President Donald Trump took aim at the Federal Reserve during a rally Tuesday in Michigan, suggesting that the central bank’s leadership is underperforming and claiming he knows more about interest rates than its chairman.

“I have a Fed person who is not really doing a good job,” Trump told supporters, without naming Federal Reserve Chair Jerome H. Powell. “I want to be very nice and respectful to the Fed,” he added.

The remarks suggest the president has no intention of relenting in his public criticisms of the Fed and its chairman. Trump continues to push the independent central bank to lower interest rates amid widespread economic uncertainty fueled largely by the president’s escalating trade war.

Just a week ago, Trump moderated his tone on the Fed after making social media posts criticizing Powell as a “major loser” whose “termination cannot come fast enough” fueled new declines in stock prices, a weaker dollar and a spike in government borrowing costs — as well as speculation that the president would seek to dismiss Powell.

In reversing himself, Trump said last week that he had “no intention” of seeking to remove Powell from his post. “Never did,” Trump told reporters in the Oval Office. “The press runs away with things. No, I have no intention of firing him.”

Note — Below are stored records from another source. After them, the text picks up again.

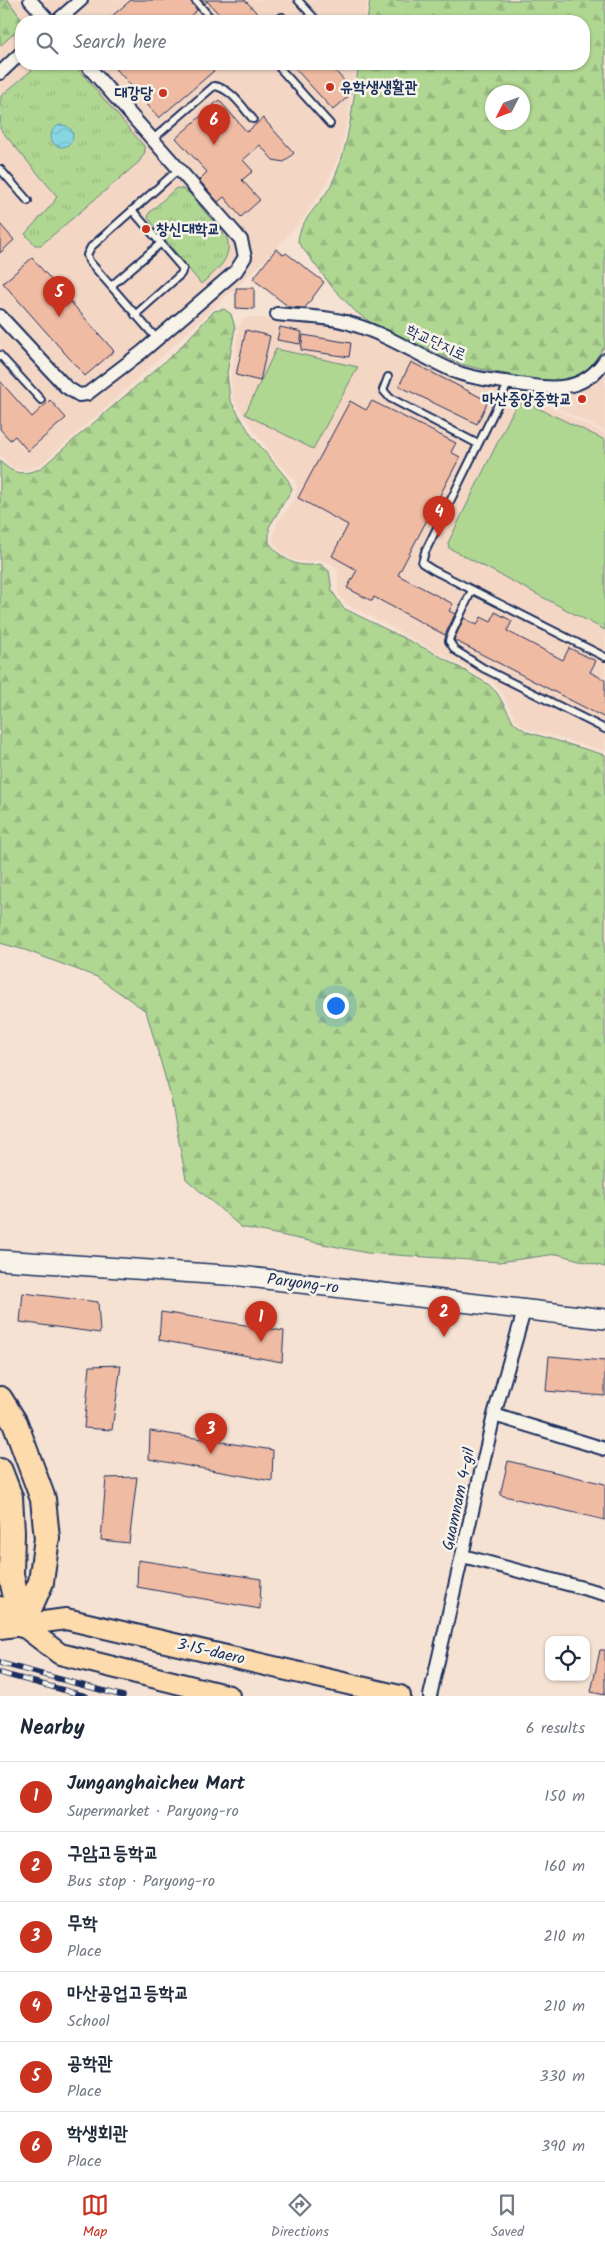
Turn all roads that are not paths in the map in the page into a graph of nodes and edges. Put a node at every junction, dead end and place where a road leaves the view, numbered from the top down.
1 (30, 0) edge
2 (81, 0) edge
3 (194, 0) edge
4 (298, 0) edge
5 (44, 15) edge
6 (64, 15) edge
7 (208, 15) edge
8 (312, 15) edge
9 (15, 59) edge
10 (91, 70) edge
11 (281, 70) edge
12 (0, 73) edge
13 (253, 119) dead end
14 (330, 124) dead end
15 (153, 139) junction
16 (0, 169) edge
17 (179, 169) junction
18 (28, 201) dead end
19 (132, 210) junction
20 (161, 243) junction
21 (111, 286) junction
22 (276, 314) dead end
23 (136, 315) junction
24 (0, 316) edge
25 (157, 339) junction
26 (0, 355) edge
27 (605, 360) edge
28 (388, 377) dead end
29 (509, 382) junction
30 (41, 400) dead end
31 (478, 444) junction
32 (472, 590) junction
33 (605, 657) edge
34 (605, 729) edge
35 (0, 1260) edge
36 (524, 1311) junction
37 (605, 1320) edge
38 (0, 1399) edge
39 (494, 1414) junction
40 (605, 1449) edge
41 (0, 1471) edge
42 (463, 1556) junction
43 (605, 1594) edge
44 (0, 1607) edge
45 (11, 1626) edge
46 (229, 1696) edge
47 (400, 1696) edge
48 (430, 1696) edge

1 - 5 street
2 - 6 street
3 - 7 lane
4 - 8 lane
9 - 12 street
10 - 15 street
11 - 14 lane
13 - 15 lane
15 - 17 street
16 - 18 lane
17 - 19 lane
17 - 25 street
19 - 20 lane
19 - 21 lane
20 - 21 lane
20 - 23 lane
21 - 23 lane
22 - 29 street, 학교단지로
23 - 25 lane
24 - 25 street
26 - 30 lane
27 - 29 street, 학교단지로
28 - 31 lane
29 - 31 lane
31 - 32 lane
32 - 33 lane
32 - 34 lane
35 - 36 main road, Paryong-ro
36 - 37 main road, Paryong-ro
36 - 39 street, Guamnam 4-gil
38 - 45 highway
39 - 40 street
39 - 42 street, Guamnam 4-gil
41 - 45 highway
42 - 43 street
42 - 48 street, Guamnam 4-gil
44 - 45 main road
45 - 46 main road
45 - 47 main road, 3·15-daero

The president’s shift in tone last week followed the counsel of several administration officials, including Treasury Secretary Scott Bessent and Commerce Secretary Howard Lutnick, The Washington Post reported. The officials cautioned that the administration did not need further disruption in financial markets from an all-out battle with the Federal Reserve and that it already had several major economic fights on its hands, including new tariffs.

In his Michigan remarks, Trump seemed to acknowledge the pushback against attacking the Fed.

“You are not supposed to criticize the Fed; you are supposed to let him do his own thing,” Trump said Tuesday. “But I know much more than he does about interest rates, believe me.”

Congress structured the Fed to be insulated from short-term political pressure. That’s because presidents and other elected officials often prefer lower interest rates to spur immediate growth, even if it risks higher inflation down the line, which could ultimately harm the broader economy.

During his first term, Trump repeatedly criticized Powell — whom he originally appointed as chair — berating him on social media and imploring the Fed to lower rates. By late 2018, Trump started asking advisers whether he could fire Powell after markets dipped on fears of the president’s escalating trade war with China. His advisers told him he lacked the authority.

Publicly, Powell did not respond to the attacks, and while the Fed ultimately cut interest rates in 2019, those moves were unrelated to Trump’s browbeating. Instead, officials tied the cuts to a potential slowdown caused by the U.S.-China trade war. It was an easier call because inflation wasn’t a concern at the time, unlike the present circumstances.

In recent weeks and months, Trump had revisited the idea of dumping the Fed chair with new intensity, raising fears among longtime observers that he might finally act on it. Some of the restraints that had once held him back — legal caution, institutional norms and strong pushback from senior officials — have largely been removed.